▶ **Your task**
Where in the material does the word "points" appear? Copy each line that has it.

Records for the task START

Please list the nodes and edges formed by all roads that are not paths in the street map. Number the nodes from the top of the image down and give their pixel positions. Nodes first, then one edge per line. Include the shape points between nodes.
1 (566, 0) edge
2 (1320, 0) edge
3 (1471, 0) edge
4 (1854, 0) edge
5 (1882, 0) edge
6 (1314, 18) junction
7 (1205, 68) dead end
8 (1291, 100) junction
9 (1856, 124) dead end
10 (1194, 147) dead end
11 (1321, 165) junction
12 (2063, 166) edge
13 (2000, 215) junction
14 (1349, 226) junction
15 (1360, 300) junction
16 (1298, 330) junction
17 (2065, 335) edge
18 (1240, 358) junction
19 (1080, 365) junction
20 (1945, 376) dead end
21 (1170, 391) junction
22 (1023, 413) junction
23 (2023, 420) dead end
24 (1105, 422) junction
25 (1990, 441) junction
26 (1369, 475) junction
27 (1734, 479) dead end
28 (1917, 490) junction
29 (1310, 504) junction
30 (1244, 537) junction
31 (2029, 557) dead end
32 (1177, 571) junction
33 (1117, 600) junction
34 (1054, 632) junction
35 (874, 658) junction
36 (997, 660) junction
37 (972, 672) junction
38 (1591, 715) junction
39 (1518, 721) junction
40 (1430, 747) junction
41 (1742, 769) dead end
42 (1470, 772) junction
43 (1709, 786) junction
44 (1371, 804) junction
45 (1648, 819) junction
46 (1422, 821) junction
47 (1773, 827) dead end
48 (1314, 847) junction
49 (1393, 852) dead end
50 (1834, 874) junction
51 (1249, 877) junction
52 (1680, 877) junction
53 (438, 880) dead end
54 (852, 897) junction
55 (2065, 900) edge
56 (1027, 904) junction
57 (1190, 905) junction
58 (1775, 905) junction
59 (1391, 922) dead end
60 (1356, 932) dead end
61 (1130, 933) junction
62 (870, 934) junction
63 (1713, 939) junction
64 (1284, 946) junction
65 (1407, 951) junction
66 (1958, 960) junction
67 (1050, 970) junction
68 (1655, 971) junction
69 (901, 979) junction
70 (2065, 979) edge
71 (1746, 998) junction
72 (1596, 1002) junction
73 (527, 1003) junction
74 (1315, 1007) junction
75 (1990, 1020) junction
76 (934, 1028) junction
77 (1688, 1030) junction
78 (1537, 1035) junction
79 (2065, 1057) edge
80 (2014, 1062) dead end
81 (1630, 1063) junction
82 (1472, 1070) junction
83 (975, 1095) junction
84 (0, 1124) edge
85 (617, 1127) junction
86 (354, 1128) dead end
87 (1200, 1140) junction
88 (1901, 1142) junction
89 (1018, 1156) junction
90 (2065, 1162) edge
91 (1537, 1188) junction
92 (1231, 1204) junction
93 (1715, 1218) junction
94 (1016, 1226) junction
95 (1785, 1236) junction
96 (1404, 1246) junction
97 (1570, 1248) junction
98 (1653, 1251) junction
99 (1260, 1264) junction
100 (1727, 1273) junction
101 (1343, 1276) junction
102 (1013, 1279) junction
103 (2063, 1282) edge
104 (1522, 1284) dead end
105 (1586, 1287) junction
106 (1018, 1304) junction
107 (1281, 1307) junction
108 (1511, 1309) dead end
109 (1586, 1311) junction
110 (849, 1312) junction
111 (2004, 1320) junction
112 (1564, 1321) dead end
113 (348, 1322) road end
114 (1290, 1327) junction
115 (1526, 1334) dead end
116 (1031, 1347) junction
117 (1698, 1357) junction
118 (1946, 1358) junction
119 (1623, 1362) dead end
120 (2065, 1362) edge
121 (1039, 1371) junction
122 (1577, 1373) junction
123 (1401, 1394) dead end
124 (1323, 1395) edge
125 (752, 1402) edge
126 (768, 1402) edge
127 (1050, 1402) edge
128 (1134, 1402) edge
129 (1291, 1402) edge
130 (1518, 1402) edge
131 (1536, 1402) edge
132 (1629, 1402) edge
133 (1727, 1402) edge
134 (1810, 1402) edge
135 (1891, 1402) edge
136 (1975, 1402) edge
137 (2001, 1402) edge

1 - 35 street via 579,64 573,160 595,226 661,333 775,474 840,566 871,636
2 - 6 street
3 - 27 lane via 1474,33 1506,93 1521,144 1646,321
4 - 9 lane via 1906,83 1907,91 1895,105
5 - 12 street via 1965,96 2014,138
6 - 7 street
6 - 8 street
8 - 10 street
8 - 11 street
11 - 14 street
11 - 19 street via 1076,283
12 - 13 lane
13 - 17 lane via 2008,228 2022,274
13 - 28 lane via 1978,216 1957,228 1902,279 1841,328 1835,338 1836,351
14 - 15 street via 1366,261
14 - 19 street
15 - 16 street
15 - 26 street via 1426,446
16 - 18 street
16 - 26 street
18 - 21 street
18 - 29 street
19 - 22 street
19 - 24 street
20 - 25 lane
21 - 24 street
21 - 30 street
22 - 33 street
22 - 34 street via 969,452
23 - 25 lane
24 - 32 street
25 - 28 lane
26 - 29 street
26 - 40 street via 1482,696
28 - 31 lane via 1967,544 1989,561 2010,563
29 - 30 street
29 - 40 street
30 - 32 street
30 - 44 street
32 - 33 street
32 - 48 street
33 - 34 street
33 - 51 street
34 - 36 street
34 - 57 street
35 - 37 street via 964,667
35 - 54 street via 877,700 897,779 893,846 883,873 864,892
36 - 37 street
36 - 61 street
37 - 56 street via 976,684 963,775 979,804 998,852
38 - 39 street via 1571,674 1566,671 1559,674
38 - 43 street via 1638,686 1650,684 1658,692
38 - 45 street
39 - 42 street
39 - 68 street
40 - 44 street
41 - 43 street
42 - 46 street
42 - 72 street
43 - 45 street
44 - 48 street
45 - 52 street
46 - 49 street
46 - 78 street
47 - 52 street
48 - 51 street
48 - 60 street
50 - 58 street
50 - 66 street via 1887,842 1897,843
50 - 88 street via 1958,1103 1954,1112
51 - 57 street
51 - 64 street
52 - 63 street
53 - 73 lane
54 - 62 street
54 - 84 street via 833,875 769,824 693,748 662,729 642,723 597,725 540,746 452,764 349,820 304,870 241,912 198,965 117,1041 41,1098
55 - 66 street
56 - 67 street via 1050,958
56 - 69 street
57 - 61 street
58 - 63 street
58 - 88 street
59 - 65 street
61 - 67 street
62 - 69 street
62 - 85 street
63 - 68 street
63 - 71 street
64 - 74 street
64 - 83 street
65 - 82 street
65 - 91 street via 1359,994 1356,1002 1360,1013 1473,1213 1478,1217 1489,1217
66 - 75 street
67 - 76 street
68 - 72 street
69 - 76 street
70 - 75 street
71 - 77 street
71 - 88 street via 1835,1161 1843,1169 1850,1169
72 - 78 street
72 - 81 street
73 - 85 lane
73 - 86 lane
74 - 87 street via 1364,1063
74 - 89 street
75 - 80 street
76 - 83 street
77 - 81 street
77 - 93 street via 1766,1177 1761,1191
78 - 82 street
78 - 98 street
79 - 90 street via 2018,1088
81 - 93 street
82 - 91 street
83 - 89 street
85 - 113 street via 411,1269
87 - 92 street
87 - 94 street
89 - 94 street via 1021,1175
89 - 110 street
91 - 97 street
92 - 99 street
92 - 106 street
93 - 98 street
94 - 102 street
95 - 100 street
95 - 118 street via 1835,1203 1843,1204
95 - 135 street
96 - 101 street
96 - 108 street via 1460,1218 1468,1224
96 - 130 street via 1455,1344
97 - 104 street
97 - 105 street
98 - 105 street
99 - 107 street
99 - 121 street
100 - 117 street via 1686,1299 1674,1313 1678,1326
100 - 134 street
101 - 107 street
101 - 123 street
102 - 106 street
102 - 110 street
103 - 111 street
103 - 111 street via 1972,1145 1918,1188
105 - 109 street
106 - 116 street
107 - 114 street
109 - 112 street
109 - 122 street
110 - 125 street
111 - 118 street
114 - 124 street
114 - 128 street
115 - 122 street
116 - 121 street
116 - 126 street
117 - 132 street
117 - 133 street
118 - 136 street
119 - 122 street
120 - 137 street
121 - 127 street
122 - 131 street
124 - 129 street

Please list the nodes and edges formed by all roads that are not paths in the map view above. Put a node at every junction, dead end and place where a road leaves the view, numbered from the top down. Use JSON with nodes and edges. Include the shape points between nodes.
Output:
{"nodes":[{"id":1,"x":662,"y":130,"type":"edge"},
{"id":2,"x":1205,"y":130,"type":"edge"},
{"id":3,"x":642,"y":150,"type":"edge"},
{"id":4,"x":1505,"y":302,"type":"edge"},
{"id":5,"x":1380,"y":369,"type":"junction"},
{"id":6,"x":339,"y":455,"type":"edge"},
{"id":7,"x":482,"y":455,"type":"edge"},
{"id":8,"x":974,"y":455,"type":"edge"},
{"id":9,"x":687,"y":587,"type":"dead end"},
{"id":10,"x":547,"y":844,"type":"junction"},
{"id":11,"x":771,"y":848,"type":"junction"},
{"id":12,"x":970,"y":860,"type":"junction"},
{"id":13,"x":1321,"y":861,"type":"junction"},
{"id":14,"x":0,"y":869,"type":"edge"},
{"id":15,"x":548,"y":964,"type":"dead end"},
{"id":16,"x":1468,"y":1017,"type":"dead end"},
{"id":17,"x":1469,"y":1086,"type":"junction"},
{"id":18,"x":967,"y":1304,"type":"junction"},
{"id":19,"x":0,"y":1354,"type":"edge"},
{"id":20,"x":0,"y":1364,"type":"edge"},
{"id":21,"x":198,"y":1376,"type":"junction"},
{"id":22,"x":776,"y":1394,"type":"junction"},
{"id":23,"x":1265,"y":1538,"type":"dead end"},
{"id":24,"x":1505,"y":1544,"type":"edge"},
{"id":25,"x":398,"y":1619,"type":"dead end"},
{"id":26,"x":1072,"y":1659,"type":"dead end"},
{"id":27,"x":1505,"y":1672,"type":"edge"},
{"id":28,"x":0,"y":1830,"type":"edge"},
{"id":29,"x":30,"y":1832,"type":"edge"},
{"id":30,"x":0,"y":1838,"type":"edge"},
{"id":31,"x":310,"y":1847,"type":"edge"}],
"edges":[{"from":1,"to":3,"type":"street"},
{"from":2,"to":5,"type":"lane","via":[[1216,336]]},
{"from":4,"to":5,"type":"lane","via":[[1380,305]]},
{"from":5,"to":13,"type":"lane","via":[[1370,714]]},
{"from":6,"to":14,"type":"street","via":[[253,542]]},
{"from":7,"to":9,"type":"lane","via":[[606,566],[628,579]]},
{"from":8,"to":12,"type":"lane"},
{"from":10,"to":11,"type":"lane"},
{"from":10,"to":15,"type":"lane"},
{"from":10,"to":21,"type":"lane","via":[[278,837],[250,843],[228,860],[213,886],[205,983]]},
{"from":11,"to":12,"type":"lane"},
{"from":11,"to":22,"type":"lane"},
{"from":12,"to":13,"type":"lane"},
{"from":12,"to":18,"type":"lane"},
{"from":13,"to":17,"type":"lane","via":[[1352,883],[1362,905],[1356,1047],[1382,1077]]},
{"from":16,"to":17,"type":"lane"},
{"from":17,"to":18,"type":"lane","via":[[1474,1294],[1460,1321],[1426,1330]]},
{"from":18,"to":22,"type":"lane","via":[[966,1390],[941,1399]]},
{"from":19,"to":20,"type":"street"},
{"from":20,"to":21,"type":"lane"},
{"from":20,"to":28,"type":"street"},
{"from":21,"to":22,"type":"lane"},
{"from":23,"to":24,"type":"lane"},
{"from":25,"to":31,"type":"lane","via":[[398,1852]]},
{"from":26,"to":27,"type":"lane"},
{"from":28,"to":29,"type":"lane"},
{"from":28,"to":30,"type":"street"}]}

Records for the task END

▶ **Task result**
Please list the nodes and edges formed by all roads that are not paths in the street map. Number the nodes from the top of the image down and give their pixel positions. Nodes first, then one edge per line. Include the shape points between nodes.
Please list the nodes and edges formed by all roads that are not paths in the map view above. Put a node at every junction, dead end and place where a road leaves the view, numbered from the top down. Use JSON with nodes and edges. Include the shape points between nodes.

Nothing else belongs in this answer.